Goal of the exercise: Please retype the records below exactly, from the first line down to and including the line with "Road topology of".
Given records: Begin
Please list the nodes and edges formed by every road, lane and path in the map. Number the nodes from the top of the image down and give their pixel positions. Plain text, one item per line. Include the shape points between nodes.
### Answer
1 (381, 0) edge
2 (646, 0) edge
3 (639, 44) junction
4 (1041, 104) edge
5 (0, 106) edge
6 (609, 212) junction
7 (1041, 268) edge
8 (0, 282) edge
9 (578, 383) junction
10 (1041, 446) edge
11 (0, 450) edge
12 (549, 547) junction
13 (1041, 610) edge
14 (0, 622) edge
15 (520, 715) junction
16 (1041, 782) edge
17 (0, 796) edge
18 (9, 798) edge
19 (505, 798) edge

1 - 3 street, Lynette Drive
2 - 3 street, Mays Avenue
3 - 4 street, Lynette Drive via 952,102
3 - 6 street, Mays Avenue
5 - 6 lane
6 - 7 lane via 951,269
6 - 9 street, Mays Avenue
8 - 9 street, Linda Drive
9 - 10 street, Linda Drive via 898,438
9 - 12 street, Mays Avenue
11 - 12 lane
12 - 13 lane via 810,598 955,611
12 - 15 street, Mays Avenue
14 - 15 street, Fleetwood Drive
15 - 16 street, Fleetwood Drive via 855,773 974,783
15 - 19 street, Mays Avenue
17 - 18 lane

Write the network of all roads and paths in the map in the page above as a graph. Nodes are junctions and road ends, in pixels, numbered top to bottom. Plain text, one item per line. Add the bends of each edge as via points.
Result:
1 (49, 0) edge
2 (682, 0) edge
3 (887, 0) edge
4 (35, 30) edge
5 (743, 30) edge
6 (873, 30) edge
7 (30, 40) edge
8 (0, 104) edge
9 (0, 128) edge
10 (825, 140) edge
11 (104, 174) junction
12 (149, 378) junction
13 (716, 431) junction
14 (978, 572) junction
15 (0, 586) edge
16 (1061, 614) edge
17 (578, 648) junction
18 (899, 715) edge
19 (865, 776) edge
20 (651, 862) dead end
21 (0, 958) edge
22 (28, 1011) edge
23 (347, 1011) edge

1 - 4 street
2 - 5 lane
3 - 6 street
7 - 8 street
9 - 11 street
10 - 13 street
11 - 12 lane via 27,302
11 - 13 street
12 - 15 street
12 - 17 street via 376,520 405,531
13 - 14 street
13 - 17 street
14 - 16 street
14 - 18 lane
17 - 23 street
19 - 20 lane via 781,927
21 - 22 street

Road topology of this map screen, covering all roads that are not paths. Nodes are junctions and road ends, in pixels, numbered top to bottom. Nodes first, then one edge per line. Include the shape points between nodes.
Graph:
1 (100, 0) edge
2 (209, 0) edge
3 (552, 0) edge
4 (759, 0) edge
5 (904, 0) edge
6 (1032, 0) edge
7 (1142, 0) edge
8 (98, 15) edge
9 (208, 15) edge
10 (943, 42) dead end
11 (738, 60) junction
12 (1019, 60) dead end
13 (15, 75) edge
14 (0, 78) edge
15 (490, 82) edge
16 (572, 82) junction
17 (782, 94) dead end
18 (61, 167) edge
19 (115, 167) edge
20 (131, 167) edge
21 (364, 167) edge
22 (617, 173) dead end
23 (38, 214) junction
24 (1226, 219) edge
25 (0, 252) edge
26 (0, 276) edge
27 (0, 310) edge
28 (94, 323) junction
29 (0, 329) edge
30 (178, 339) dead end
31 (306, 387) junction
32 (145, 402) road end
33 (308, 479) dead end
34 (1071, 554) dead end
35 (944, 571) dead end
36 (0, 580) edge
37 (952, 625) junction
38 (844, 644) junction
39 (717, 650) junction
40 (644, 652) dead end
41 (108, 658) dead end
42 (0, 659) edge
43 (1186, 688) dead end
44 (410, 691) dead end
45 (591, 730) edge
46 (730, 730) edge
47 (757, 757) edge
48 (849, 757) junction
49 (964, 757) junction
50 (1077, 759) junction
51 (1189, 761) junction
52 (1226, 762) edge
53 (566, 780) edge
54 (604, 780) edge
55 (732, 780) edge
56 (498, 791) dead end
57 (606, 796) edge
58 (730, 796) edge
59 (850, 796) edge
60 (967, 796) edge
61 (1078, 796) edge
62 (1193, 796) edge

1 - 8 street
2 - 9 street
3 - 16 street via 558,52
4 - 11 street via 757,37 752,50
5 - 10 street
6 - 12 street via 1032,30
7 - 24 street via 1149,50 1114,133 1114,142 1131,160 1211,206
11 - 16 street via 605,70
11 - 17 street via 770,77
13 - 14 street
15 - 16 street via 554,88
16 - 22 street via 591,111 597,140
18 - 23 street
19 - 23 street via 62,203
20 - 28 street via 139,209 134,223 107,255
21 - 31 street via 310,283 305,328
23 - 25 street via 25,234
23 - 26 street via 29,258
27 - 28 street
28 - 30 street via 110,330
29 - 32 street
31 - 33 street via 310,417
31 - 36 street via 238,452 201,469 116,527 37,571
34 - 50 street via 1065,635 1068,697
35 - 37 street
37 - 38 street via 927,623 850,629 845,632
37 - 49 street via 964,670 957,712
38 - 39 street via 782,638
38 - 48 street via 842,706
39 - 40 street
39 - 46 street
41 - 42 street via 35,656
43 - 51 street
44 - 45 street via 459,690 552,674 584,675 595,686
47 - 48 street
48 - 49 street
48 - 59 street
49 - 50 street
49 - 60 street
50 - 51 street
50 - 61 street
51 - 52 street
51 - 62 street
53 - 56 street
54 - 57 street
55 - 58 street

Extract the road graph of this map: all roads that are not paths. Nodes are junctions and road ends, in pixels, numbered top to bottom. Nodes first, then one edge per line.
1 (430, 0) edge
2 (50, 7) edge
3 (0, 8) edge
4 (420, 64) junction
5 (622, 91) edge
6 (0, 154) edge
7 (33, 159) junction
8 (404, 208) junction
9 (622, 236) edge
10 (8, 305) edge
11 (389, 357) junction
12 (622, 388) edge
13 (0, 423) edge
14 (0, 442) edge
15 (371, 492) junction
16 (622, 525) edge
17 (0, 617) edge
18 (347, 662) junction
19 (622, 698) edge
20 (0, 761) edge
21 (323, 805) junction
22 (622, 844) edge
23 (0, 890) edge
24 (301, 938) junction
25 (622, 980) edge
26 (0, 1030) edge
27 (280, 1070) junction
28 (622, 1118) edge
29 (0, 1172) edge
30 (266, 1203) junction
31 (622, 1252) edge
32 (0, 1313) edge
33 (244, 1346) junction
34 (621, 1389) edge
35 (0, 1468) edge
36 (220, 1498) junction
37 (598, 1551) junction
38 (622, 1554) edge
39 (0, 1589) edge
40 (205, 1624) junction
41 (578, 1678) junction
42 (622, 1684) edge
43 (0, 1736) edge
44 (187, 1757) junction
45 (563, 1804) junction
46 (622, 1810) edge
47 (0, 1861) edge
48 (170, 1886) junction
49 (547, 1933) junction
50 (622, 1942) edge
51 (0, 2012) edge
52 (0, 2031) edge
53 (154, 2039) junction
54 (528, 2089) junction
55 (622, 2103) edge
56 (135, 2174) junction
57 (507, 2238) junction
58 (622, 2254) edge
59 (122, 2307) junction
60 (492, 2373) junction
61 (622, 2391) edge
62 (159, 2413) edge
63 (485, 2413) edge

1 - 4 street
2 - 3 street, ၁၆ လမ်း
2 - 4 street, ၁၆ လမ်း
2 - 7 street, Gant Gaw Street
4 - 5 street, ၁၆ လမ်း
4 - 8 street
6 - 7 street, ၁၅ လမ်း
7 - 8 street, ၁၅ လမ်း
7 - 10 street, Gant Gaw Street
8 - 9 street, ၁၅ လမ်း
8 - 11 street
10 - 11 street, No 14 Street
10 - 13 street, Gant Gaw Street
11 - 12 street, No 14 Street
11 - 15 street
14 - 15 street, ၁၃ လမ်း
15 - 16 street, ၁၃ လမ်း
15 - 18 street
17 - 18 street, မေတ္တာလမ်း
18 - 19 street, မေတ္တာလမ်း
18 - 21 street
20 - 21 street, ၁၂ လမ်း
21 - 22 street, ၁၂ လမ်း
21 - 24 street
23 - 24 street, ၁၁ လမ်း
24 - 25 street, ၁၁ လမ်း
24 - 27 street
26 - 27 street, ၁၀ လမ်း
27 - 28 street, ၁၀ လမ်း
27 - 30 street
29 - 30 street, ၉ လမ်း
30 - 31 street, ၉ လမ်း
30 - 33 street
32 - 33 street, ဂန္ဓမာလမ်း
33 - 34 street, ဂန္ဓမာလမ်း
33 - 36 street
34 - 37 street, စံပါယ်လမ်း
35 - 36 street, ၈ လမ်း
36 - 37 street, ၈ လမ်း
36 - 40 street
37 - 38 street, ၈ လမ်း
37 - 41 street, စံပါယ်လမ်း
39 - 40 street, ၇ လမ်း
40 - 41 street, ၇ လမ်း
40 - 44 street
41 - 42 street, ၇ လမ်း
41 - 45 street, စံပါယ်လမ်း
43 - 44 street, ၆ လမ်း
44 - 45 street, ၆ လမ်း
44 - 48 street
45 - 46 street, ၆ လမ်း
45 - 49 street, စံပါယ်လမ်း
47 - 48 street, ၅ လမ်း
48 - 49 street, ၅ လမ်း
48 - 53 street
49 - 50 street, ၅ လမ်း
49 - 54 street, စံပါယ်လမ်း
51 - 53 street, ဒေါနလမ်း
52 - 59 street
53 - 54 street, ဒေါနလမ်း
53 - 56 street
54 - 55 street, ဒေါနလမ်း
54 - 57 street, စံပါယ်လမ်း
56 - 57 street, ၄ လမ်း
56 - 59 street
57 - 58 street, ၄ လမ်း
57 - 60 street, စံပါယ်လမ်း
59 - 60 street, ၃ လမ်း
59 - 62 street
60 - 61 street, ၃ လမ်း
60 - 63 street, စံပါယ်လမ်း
Given records: End
Exercise answer:
Please list the nodes and edges formed by every road, lane and path in the map. Number the nodes from the top of the image down and give their pixel positions. Plain text, one item per line. Include the shape points between nodes.
### Answer
1 (381, 0) edge
2 (646, 0) edge
3 (639, 44) junction
4 (1041, 104) edge
5 (0, 106) edge
6 (609, 212) junction
7 (1041, 268) edge
8 (0, 282) edge
9 (578, 383) junction
10 (1041, 446) edge
11 (0, 450) edge
12 (549, 547) junction
13 (1041, 610) edge
14 (0, 622) edge
15 (520, 715) junction
16 (1041, 782) edge
17 (0, 796) edge
18 (9, 798) edge
19 (505, 798) edge

1 - 3 street, Lynette Drive
2 - 3 street, Mays Avenue
3 - 4 street, Lynette Drive via 952,102
3 - 6 street, Mays Avenue
5 - 6 lane
6 - 7 lane via 951,269
6 - 9 street, Mays Avenue
8 - 9 street, Linda Drive
9 - 10 street, Linda Drive via 898,438
9 - 12 street, Mays Avenue
11 - 12 lane
12 - 13 lane via 810,598 955,611
12 - 15 street, Mays Avenue
14 - 15 street, Fleetwood Drive
15 - 16 street, Fleetwood Drive via 855,773 974,783
15 - 19 street, Mays Avenue
17 - 18 lane

Write the network of all roads and paths in the map in the page above as a graph. Nodes are junctions and road ends, in pixels, numbered top to bottom. Plain text, one item per line. Add the bends of each edge as via points.
Result:
1 (49, 0) edge
2 (682, 0) edge
3 (887, 0) edge
4 (35, 30) edge
5 (743, 30) edge
6 (873, 30) edge
7 (30, 40) edge
8 (0, 104) edge
9 (0, 128) edge
10 (825, 140) edge
11 (104, 174) junction
12 (149, 378) junction
13 (716, 431) junction
14 (978, 572) junction
15 (0, 586) edge
16 (1061, 614) edge
17 (578, 648) junction
18 (899, 715) edge
19 (865, 776) edge
20 (651, 862) dead end
21 (0, 958) edge
22 (28, 1011) edge
23 (347, 1011) edge

1 - 4 street
2 - 5 lane
3 - 6 street
7 - 8 street
9 - 11 street
10 - 13 street
11 - 12 lane via 27,302
11 - 13 street
12 - 15 street
12 - 17 street via 376,520 405,531
13 - 14 street
13 - 17 street
14 - 16 street
14 - 18 lane
17 - 23 street
19 - 20 lane via 781,927
21 - 22 street

Road topology of this map screen, covering all roads that are not paths. Nodes are junctions and road ends, in pixels, numbered top to bottom. Nodes first, then one edge per line. Include the shape points between nodes.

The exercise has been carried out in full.